Work request: From the entries that follow, pick out all lines holding "highway".

Material provided:
□ □ □ □ □

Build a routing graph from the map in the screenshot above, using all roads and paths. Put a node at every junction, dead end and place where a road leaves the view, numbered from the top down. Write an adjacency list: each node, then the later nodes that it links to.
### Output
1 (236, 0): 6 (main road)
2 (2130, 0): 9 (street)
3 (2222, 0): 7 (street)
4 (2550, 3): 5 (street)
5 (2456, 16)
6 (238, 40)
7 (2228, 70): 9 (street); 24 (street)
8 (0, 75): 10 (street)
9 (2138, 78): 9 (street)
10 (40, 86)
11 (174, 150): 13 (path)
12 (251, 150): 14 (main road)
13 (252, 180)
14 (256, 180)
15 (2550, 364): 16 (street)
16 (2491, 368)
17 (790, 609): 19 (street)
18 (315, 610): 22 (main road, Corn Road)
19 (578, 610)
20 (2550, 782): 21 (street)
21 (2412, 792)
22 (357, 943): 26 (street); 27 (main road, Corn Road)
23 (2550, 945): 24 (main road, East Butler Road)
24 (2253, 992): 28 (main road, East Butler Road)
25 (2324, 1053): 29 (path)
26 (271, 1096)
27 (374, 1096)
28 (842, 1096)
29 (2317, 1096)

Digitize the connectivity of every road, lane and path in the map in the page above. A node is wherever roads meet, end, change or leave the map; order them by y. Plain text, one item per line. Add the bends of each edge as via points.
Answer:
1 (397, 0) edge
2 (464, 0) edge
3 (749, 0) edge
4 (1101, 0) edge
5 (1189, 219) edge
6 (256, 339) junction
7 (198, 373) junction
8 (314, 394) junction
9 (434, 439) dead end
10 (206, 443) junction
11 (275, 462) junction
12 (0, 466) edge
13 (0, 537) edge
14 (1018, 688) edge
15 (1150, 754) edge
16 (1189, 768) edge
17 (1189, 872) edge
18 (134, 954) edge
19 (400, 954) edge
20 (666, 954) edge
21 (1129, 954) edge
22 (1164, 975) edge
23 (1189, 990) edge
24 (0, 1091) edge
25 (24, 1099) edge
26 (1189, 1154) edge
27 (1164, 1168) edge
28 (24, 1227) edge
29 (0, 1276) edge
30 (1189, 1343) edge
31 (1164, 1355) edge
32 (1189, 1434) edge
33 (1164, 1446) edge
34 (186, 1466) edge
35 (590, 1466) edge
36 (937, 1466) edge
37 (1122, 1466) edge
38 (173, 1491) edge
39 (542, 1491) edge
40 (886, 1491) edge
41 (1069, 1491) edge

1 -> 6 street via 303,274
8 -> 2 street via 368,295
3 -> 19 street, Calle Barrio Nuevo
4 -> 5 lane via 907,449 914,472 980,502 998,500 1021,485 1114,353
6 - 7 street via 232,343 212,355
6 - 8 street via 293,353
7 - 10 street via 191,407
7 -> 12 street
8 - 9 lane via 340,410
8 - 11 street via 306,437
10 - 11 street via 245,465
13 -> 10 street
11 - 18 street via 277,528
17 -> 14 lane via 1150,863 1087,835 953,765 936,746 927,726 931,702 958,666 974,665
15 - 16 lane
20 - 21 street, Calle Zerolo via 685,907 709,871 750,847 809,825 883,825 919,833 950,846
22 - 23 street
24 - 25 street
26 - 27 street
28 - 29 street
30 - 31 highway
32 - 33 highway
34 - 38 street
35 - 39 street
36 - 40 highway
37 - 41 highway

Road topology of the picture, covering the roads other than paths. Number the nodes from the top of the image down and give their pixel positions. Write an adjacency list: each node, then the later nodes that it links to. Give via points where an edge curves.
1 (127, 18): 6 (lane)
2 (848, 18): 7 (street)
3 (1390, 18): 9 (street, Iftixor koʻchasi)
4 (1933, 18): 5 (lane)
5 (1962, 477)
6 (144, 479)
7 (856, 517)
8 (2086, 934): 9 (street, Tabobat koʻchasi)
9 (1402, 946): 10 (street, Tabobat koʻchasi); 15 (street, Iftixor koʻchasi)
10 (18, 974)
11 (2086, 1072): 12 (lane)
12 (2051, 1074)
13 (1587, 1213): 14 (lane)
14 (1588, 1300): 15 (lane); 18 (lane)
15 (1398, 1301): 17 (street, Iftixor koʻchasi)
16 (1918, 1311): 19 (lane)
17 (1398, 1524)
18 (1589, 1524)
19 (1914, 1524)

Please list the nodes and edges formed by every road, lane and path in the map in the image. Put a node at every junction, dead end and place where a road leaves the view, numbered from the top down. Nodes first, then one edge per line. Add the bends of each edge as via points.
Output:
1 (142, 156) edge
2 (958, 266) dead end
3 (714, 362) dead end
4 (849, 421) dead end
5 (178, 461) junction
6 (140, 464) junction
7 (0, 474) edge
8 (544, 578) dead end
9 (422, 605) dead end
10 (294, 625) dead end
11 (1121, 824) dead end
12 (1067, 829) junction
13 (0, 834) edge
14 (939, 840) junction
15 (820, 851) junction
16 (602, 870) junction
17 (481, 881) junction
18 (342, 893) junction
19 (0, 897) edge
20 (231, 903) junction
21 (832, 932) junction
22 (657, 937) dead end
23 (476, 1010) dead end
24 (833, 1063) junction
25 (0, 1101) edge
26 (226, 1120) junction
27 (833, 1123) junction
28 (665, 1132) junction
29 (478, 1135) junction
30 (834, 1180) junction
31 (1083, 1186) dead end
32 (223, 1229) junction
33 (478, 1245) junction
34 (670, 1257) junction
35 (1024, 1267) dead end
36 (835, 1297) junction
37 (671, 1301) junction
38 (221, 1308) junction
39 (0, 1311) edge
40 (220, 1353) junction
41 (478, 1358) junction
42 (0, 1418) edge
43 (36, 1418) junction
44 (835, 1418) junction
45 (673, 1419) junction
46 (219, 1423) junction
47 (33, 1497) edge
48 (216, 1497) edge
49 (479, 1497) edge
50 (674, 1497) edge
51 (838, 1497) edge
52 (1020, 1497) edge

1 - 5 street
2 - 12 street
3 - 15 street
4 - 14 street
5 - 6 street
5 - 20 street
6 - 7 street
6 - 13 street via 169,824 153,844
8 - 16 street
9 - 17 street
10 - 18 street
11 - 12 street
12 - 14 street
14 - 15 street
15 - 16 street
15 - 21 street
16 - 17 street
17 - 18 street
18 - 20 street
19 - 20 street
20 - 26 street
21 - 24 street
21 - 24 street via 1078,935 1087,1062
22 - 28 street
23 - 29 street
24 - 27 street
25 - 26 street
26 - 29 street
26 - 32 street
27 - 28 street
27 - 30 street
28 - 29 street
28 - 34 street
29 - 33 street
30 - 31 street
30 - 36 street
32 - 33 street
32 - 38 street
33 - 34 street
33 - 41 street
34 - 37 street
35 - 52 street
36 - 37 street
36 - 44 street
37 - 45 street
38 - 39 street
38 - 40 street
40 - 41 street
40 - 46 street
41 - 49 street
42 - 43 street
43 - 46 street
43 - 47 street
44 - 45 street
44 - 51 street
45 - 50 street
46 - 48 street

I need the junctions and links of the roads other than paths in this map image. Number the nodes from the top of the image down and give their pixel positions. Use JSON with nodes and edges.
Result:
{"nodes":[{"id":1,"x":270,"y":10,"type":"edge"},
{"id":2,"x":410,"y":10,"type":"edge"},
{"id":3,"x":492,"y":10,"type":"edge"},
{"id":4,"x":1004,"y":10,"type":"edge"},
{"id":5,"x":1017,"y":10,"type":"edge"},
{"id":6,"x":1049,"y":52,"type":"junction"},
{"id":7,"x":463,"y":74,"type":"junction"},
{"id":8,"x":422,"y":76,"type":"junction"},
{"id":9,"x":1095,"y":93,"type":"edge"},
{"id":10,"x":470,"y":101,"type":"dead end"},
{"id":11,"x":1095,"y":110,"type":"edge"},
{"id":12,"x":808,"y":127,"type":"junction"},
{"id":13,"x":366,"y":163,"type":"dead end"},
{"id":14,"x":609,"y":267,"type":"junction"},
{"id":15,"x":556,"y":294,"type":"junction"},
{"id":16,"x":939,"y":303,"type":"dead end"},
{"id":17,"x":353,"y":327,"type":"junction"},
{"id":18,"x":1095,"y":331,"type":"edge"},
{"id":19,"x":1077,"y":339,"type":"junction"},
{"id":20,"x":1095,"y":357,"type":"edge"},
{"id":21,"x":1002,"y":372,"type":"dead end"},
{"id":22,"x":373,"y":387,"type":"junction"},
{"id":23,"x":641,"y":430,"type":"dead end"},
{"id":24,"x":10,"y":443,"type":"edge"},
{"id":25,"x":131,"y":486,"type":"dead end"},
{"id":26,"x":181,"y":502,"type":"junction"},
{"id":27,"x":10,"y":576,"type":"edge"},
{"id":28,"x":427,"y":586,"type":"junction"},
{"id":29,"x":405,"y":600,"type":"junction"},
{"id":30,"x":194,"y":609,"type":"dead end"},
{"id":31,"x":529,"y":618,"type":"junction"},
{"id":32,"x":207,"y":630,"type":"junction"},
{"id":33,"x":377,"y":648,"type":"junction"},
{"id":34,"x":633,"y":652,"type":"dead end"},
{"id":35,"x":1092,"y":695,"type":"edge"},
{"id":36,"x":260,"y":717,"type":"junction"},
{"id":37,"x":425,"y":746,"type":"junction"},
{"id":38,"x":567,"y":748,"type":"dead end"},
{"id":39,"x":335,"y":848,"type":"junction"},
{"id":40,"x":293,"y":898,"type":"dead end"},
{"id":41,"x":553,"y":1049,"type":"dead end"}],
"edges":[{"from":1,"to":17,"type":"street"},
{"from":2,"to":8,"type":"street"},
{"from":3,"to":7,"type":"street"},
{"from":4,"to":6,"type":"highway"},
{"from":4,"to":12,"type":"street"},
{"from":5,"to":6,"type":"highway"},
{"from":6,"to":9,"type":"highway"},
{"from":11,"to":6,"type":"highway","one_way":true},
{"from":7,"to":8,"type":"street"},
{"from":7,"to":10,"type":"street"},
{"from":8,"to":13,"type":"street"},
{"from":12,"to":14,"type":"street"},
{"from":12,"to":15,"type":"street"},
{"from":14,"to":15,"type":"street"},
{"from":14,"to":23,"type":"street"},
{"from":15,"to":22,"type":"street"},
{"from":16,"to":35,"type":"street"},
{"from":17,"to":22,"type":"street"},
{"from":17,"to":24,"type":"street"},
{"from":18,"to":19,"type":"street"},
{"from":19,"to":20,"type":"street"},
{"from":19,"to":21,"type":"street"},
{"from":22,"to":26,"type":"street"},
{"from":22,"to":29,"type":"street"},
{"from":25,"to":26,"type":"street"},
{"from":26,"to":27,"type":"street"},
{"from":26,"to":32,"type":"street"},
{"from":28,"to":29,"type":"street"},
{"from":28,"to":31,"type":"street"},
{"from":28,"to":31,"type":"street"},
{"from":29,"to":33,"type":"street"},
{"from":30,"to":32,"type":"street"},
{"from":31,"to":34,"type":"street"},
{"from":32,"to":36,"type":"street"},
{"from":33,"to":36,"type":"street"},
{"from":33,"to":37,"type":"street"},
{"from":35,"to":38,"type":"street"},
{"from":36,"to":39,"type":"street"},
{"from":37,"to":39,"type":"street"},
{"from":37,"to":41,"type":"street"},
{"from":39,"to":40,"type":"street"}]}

□ □ □ □ □

Response to this exercise:
30 - 31 highway
32 - 33 highway
36 - 40 highway
37 - 41 highway
{"from":4,"to":6,"type":"highway"},
{"from":5,"to":6,"type":"highway"},
{"from":6,"to":9,"type":"highway"},
{"from":11,"to":6,"type":"highway","one_way":true},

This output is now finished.